▶ **EXERCISE OBJECTIVE**
Across the entries below, tally every line that holds the string "this" and reply with the number only.

▶ **RECORDS SUPPLIED**
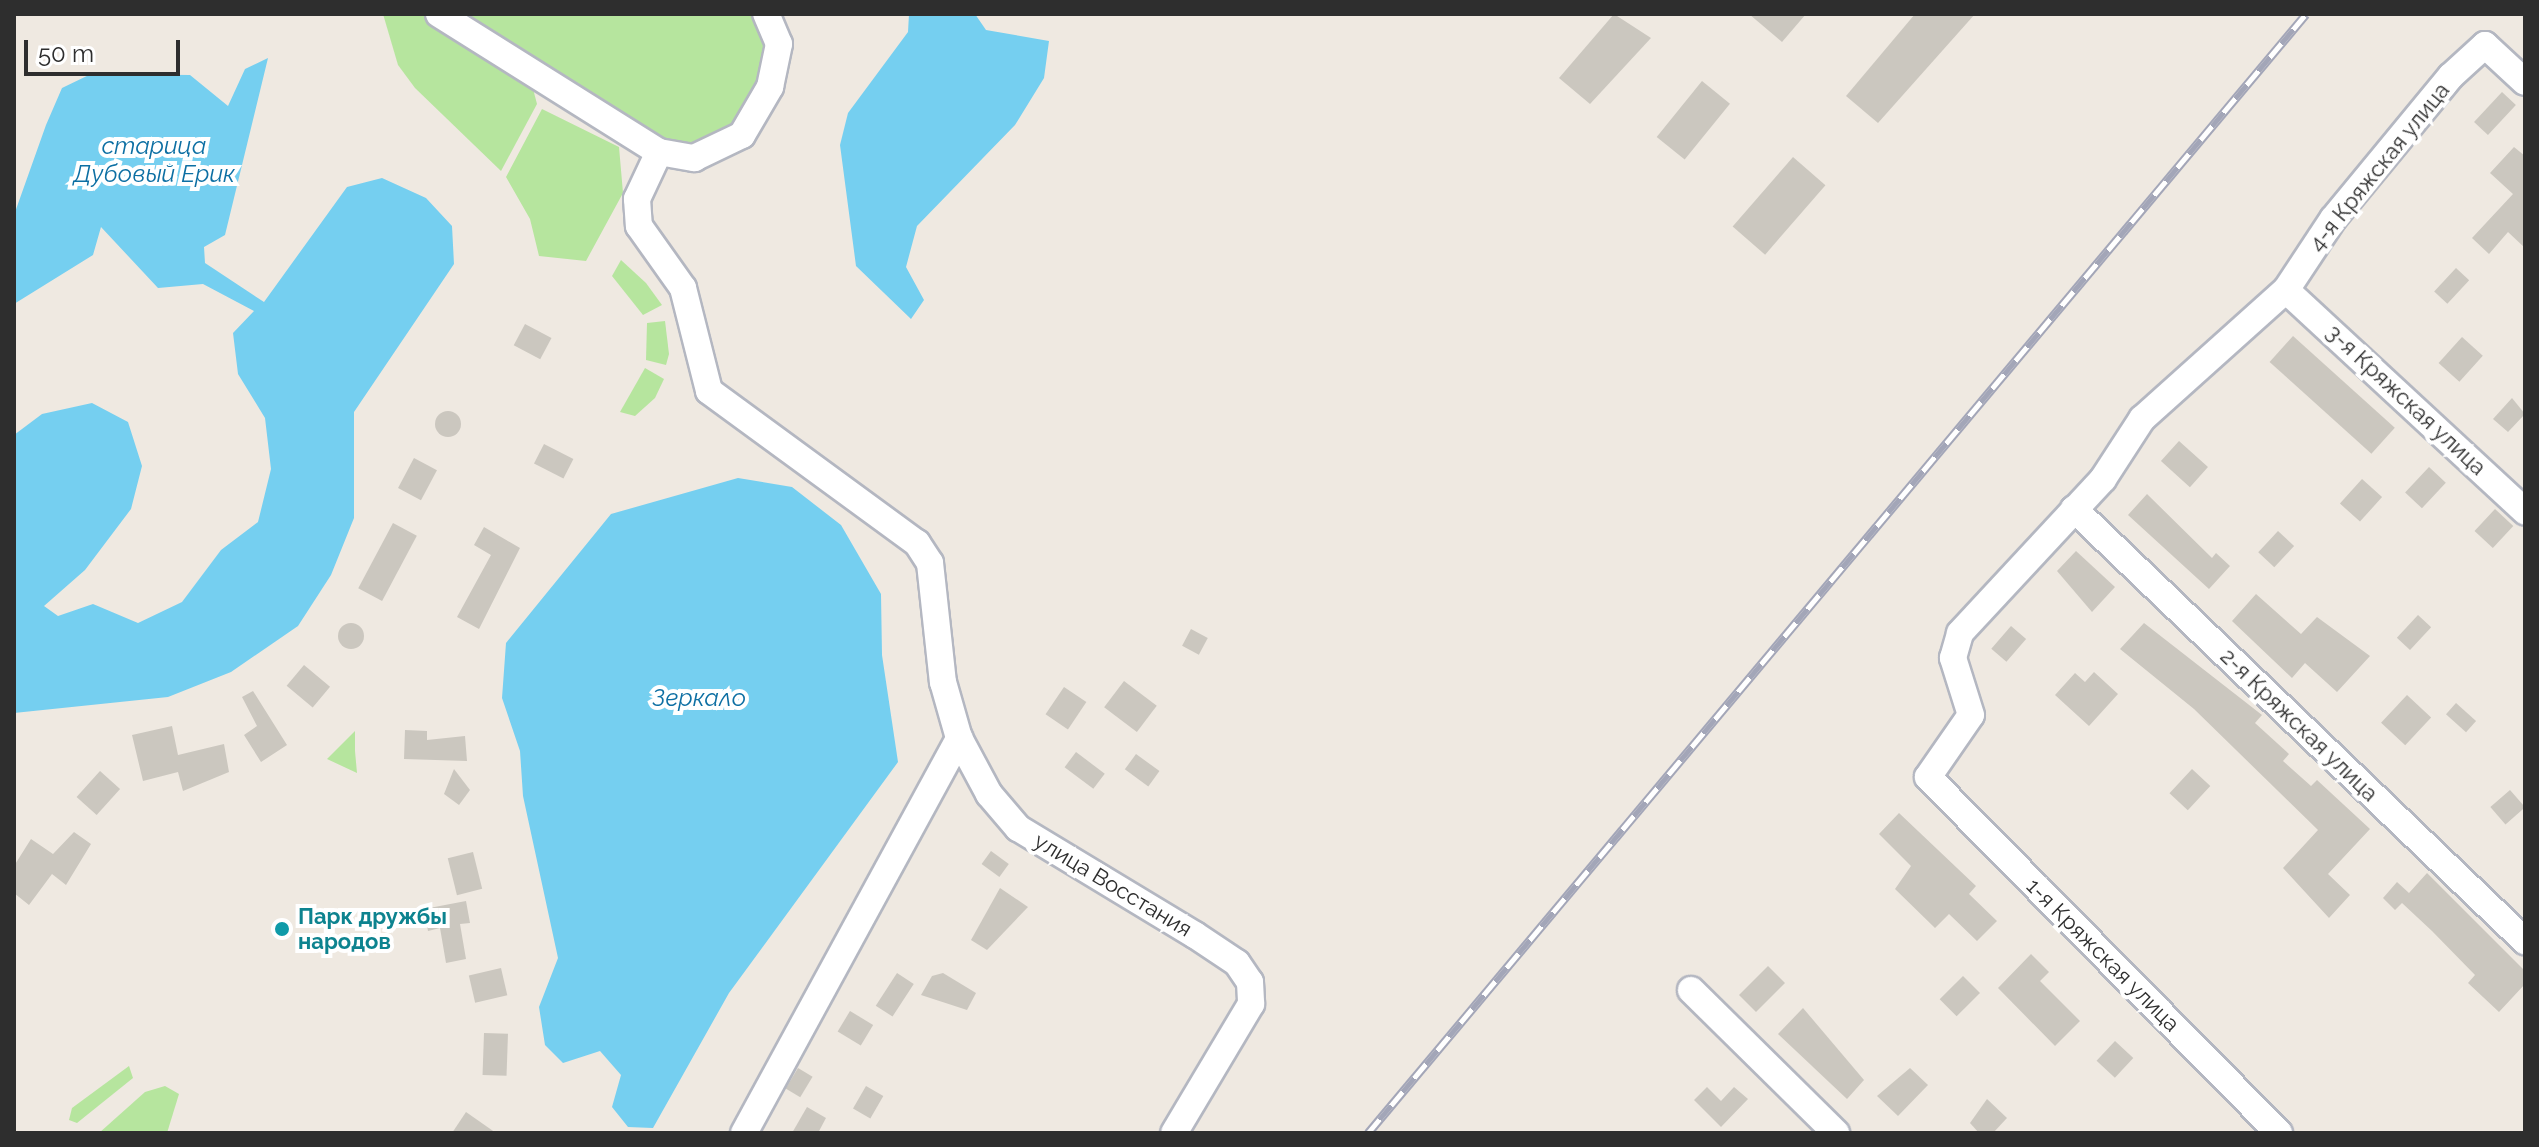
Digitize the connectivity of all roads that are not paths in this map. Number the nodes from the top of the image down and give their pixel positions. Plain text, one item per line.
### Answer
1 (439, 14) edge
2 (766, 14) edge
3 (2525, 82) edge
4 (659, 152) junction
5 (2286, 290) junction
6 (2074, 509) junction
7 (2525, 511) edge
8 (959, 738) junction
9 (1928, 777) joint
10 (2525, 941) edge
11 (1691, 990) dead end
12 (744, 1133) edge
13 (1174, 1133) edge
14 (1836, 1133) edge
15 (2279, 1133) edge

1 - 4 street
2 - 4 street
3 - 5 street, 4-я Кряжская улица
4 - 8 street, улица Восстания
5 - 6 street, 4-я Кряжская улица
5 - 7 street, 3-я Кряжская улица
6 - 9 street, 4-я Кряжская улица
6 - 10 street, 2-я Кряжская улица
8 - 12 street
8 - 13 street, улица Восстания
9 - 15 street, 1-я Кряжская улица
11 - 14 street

---

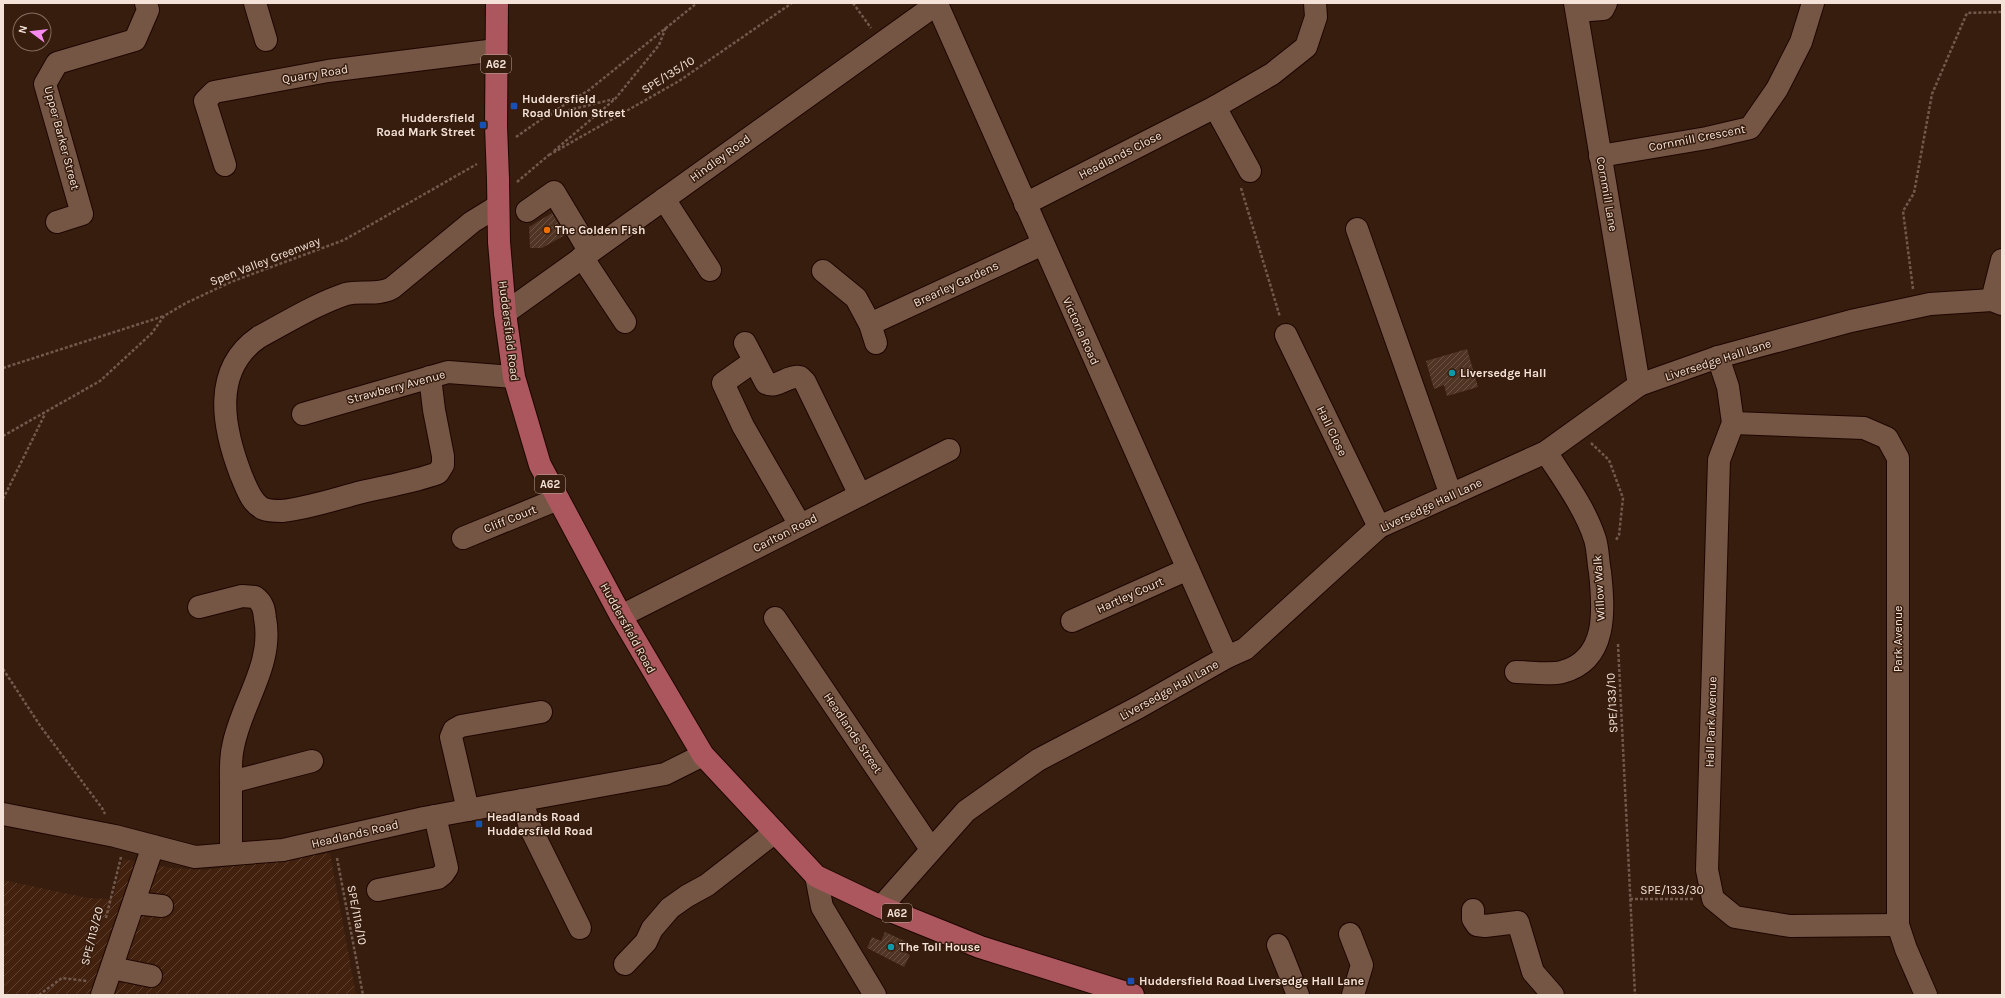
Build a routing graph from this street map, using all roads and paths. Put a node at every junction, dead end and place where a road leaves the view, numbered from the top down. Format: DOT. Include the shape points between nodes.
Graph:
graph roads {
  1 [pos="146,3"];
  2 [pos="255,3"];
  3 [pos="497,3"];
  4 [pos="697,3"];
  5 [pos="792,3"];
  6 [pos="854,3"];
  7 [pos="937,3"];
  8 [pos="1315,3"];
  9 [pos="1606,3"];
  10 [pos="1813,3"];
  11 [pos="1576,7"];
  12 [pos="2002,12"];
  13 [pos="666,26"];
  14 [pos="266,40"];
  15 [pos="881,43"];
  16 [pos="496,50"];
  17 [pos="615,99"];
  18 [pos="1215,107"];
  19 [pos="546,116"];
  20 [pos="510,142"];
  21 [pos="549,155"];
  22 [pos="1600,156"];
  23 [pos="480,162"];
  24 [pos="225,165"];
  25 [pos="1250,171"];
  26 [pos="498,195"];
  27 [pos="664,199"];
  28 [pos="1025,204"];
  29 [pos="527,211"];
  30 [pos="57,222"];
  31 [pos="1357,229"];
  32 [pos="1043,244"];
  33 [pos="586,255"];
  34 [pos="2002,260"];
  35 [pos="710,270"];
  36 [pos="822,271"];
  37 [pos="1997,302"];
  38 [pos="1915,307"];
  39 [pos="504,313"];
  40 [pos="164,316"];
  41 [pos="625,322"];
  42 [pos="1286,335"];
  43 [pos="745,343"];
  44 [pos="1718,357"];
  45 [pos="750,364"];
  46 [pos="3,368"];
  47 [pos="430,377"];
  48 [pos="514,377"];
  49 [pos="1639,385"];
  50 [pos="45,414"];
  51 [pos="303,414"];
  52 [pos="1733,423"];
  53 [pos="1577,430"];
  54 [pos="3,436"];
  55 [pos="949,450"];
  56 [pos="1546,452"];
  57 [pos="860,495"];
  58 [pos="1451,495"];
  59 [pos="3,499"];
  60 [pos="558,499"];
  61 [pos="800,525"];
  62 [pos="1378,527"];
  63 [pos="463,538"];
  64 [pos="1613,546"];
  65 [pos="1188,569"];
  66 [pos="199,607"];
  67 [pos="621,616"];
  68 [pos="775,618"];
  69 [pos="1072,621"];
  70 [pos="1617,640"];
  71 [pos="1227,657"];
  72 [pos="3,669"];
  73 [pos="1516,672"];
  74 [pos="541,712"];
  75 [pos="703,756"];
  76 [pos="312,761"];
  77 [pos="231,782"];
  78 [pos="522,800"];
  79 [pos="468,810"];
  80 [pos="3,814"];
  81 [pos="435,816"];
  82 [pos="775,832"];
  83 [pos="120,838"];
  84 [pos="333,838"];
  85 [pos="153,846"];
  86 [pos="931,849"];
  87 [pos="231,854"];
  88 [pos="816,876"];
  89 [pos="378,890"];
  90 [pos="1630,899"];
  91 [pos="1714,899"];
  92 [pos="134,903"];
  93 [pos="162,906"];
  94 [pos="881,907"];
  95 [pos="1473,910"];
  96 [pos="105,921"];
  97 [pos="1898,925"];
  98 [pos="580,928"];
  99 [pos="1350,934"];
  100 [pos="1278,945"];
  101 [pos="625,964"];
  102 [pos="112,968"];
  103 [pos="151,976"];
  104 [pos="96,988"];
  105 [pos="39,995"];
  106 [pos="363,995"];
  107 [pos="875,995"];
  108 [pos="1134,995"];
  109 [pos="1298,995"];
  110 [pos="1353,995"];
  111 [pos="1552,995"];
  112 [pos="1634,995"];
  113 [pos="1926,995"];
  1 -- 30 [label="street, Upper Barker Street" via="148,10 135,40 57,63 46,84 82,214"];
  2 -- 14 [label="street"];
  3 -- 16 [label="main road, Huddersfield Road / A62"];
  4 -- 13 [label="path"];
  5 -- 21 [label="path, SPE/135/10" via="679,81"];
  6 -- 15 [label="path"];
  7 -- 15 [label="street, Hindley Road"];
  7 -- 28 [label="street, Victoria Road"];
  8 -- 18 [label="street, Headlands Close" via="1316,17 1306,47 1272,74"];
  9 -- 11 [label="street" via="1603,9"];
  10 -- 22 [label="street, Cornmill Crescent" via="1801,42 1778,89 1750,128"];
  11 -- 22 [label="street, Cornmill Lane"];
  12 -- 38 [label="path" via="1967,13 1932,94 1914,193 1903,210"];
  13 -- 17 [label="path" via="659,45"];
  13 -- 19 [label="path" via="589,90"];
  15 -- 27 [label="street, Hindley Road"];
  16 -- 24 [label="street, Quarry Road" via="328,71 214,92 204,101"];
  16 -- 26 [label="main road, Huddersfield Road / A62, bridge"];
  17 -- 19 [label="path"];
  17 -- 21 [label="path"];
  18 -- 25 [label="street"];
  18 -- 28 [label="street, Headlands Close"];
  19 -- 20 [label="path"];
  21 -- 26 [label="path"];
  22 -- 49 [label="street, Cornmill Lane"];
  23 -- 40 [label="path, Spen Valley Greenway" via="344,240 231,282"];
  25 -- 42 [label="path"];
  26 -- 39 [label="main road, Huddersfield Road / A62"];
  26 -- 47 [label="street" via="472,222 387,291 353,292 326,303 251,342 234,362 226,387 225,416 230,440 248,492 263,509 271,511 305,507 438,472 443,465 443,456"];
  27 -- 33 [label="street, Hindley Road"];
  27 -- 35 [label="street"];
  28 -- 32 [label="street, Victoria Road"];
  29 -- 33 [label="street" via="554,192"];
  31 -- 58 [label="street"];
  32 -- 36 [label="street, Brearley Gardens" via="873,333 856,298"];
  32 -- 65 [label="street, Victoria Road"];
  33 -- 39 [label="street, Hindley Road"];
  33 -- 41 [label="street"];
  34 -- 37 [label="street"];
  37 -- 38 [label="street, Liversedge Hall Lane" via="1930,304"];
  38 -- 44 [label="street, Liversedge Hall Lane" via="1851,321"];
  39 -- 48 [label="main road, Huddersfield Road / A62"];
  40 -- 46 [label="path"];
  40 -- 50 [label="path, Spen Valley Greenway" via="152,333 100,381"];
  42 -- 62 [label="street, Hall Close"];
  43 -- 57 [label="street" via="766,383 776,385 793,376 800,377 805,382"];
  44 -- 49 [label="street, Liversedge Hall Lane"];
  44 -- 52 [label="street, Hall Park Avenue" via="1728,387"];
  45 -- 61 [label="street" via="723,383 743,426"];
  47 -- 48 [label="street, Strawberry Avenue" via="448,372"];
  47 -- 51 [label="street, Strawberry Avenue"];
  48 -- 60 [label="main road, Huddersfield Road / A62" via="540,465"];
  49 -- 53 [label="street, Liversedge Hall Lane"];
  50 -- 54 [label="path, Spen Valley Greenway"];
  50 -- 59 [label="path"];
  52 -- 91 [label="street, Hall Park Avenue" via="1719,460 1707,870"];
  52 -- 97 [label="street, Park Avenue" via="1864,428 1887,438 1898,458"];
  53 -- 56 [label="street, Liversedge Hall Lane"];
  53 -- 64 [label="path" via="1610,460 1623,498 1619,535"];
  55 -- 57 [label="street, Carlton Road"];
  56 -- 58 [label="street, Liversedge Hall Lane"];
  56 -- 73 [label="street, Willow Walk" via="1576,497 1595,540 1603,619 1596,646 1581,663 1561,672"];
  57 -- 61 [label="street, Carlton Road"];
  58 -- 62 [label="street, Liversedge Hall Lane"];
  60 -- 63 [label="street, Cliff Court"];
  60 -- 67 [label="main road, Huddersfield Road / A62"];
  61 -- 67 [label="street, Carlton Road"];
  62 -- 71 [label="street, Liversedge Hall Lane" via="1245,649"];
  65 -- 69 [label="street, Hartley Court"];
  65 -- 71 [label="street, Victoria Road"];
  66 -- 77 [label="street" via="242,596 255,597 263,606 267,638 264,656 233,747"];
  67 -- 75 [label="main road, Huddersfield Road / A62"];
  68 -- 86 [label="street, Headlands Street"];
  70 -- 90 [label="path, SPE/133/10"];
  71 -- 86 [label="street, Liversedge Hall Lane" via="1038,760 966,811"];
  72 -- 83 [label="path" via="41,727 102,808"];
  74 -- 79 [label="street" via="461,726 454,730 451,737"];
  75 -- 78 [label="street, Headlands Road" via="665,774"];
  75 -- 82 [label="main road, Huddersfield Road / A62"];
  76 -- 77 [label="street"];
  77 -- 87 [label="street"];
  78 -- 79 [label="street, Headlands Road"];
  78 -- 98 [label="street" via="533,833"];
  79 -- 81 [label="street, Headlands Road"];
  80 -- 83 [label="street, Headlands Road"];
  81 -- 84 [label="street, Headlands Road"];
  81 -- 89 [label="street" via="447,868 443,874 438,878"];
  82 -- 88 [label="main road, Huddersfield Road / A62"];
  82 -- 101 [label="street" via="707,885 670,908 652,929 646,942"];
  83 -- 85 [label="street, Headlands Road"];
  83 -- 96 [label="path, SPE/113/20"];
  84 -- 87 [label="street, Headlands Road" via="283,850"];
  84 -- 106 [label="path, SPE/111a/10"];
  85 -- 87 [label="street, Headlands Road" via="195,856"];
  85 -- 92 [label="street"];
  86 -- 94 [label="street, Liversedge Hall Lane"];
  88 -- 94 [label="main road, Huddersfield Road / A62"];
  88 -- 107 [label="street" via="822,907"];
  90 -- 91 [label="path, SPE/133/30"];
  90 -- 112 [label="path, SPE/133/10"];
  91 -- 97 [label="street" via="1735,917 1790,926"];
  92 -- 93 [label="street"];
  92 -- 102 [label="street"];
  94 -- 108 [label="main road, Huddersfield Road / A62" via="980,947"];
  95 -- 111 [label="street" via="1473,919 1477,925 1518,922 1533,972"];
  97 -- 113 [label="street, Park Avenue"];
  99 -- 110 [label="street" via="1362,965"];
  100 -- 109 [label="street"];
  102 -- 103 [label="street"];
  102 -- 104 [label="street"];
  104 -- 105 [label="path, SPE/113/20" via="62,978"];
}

▶ **TASK RESULT**
2